Basic demographic statistics and sample sizes for each study are available in Table 1. One participant in Study 1 self-reported an age of 2 which was recoded to missing. We did not collect any data on the racial composition of our samples in Studies 1–4. In Study 5, 75% of participants identified as White, 9% identified as Asian, 7% identified as Black, 6% identified as Hispanic, 2% identified as Multiracial, and <1% of participants identified as American Indian or Alaskan Native.
Sample Size and Summary of Demographical Statistics.
We conducted an internal meta-analysis of all five studies, but not all studies contained all measures (see Table 2). A power sensitivity analysis suggests the meta-analytic test associated with the smallest sample (i.e., the correlation between sensitivity to principles and process dissociation parameters; N = 1,076) had ∼80% power to detect an effect of r ≥ .11, assuming moderate between-study heterogeneity (Borenstein et al., 2011; Valentine et al., 2010).
Measures Included in Each Experiment.
Note.

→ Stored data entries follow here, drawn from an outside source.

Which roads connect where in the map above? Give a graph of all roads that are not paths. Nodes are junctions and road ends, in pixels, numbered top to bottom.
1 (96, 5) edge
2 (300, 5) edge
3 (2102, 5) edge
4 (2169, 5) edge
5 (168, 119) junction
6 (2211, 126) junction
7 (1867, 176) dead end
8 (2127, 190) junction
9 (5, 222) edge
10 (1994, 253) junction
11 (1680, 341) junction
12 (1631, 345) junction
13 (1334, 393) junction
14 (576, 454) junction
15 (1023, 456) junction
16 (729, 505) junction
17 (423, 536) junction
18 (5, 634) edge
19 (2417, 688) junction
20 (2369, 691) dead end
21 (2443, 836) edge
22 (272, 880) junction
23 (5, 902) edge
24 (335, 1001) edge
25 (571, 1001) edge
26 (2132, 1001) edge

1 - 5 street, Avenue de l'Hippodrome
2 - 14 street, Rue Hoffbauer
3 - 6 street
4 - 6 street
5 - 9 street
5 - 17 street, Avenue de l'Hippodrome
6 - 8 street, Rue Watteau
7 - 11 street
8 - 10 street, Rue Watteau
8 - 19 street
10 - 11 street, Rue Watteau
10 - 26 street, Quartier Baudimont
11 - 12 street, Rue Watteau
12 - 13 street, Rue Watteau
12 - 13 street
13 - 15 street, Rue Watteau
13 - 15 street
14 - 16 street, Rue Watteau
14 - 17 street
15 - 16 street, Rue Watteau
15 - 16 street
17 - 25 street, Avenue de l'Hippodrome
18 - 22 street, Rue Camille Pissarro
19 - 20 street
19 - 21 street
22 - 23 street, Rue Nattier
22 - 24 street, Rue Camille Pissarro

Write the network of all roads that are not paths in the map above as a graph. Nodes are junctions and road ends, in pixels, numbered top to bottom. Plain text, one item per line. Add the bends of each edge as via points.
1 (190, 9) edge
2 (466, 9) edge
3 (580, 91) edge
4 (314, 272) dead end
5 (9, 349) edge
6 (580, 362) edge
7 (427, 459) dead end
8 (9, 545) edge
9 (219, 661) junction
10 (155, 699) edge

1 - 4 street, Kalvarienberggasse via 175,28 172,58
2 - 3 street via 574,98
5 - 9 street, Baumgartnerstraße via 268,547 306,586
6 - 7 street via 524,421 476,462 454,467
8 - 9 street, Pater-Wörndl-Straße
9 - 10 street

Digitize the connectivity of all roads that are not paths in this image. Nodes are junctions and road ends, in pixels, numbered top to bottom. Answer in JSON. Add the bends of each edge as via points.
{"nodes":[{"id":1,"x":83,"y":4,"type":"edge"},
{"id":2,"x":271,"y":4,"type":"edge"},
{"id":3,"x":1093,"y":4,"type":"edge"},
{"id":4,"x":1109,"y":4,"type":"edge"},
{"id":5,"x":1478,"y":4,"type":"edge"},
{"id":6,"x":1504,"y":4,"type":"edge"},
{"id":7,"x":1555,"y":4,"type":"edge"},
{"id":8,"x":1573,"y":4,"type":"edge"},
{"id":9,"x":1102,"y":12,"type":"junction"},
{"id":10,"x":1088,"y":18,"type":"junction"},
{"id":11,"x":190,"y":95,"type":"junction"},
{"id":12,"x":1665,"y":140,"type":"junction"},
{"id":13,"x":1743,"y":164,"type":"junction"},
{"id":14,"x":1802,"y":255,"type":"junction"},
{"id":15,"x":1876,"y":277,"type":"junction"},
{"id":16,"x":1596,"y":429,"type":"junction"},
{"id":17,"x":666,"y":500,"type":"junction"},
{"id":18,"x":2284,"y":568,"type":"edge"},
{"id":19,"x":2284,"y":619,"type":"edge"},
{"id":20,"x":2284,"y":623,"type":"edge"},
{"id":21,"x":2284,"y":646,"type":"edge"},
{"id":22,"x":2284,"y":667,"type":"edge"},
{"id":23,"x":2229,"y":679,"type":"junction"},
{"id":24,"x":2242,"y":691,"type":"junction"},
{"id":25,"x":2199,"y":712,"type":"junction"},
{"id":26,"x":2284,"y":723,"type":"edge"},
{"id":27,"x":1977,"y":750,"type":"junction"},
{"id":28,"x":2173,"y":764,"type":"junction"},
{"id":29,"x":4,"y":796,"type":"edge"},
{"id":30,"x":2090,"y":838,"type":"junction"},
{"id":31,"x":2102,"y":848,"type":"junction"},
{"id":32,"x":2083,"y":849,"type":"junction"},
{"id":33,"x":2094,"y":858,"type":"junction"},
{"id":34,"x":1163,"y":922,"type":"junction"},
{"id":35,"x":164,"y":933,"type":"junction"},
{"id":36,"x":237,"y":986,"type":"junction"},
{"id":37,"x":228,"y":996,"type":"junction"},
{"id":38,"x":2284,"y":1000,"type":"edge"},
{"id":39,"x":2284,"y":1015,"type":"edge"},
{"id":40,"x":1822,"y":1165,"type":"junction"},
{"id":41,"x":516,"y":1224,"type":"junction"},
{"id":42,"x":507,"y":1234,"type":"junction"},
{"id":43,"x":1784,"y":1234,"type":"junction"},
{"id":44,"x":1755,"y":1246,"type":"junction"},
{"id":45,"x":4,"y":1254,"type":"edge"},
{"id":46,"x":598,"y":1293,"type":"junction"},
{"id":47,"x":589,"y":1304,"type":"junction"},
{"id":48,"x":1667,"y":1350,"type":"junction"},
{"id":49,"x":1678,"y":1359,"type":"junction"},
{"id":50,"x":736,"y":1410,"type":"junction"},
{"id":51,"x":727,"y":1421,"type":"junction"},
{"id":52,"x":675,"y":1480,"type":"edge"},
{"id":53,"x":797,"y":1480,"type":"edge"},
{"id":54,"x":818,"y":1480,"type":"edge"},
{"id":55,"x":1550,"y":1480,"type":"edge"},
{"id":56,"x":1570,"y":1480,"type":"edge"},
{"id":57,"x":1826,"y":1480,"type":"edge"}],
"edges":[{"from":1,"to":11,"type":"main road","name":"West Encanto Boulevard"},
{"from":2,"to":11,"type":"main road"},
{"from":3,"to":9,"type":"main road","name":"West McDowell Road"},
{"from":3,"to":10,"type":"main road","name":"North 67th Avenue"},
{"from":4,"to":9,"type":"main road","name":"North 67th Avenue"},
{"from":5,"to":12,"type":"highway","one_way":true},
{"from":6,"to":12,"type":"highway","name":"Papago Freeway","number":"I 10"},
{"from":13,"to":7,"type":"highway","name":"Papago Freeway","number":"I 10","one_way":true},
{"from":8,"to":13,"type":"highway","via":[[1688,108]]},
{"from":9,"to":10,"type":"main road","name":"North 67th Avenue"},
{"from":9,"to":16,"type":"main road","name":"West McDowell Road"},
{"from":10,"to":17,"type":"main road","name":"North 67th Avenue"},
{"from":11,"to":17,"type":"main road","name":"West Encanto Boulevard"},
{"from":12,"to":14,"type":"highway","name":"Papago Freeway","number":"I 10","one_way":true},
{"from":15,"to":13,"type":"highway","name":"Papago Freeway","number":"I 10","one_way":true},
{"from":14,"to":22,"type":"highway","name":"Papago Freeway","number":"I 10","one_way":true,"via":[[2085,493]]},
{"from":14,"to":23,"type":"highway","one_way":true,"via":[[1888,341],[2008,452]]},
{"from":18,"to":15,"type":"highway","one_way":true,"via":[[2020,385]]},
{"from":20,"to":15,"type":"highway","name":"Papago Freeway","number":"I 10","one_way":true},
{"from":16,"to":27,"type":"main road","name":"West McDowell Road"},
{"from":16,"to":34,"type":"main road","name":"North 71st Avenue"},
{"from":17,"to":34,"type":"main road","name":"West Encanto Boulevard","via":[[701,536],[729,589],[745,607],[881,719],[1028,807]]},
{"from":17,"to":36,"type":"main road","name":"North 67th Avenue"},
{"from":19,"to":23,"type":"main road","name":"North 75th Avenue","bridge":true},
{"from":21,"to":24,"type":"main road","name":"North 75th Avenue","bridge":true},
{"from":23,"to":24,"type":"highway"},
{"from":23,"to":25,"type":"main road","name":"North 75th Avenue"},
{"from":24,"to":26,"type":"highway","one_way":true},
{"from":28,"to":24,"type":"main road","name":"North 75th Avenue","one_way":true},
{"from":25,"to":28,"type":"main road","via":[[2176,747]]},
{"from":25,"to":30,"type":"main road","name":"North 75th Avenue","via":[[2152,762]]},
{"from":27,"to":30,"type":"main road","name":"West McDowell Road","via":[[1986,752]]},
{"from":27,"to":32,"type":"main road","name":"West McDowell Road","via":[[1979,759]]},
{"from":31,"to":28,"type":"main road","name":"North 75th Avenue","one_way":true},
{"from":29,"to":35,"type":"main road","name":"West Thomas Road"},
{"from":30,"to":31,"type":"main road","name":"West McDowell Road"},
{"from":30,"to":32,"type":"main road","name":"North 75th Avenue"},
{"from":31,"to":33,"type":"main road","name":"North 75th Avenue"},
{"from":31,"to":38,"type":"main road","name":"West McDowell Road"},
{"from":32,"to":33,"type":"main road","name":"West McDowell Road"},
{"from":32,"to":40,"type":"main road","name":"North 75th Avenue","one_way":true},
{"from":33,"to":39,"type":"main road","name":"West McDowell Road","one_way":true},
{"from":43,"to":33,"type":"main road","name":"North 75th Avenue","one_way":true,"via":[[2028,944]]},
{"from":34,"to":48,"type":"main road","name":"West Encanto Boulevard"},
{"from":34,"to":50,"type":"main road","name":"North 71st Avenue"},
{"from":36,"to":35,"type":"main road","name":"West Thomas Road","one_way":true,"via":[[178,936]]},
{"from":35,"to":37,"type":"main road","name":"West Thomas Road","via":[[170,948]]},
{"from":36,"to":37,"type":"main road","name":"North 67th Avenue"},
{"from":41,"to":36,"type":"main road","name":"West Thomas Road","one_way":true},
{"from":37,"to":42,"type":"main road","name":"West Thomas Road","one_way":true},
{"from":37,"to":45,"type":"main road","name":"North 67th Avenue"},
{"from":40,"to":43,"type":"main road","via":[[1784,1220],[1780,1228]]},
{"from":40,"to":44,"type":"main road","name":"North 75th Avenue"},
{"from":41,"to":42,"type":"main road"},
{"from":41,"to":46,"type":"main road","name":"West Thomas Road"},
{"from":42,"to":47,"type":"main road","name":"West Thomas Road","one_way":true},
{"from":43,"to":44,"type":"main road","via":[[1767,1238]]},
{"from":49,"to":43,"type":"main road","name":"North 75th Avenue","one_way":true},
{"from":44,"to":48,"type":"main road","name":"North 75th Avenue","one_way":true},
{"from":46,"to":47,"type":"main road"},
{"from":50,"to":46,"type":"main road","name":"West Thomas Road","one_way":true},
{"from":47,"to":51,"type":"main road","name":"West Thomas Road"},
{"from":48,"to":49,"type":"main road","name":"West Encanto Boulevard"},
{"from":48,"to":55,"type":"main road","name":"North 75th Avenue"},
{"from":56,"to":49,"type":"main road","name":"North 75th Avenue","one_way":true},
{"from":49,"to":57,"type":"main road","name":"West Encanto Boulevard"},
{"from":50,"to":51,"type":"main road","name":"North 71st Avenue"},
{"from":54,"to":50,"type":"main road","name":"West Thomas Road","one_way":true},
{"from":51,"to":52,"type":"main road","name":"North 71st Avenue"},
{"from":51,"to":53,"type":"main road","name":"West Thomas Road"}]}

REI = Rational-Experiential Inventory.
Procedure
We used a similar procedure throughout all studies, albeit with minor differences. In all studies, participants were first asked to complete demographic information (age and gender, plus racial background in Study 5). In Study 1, we then measured decision sensitivity to the three moral principles on a randomized battery of eight sacrificial dilemmas. Each dilemma entailed asking participants how morally appropriate it was to sacrifice a single bystander to save five others but differed on whether this choice entailed completing an action or refraining from an action (i.e., action principle), whether sacrificing the bystander served as a means toward saving the others or was a side effect of saving the others (i.e., intention principle), and finally, whether direct or indirect harmful contact was involved (i.e., contact principle). Then, participants completed a randomized battery of six different sacrificial dilemmas where causing harm maximizes outcomes (Bostyn et al., 2016). This battery allows for a conventional dilemma analysis. Finally, participants reported whether they explicitly endorsed the three moral principles.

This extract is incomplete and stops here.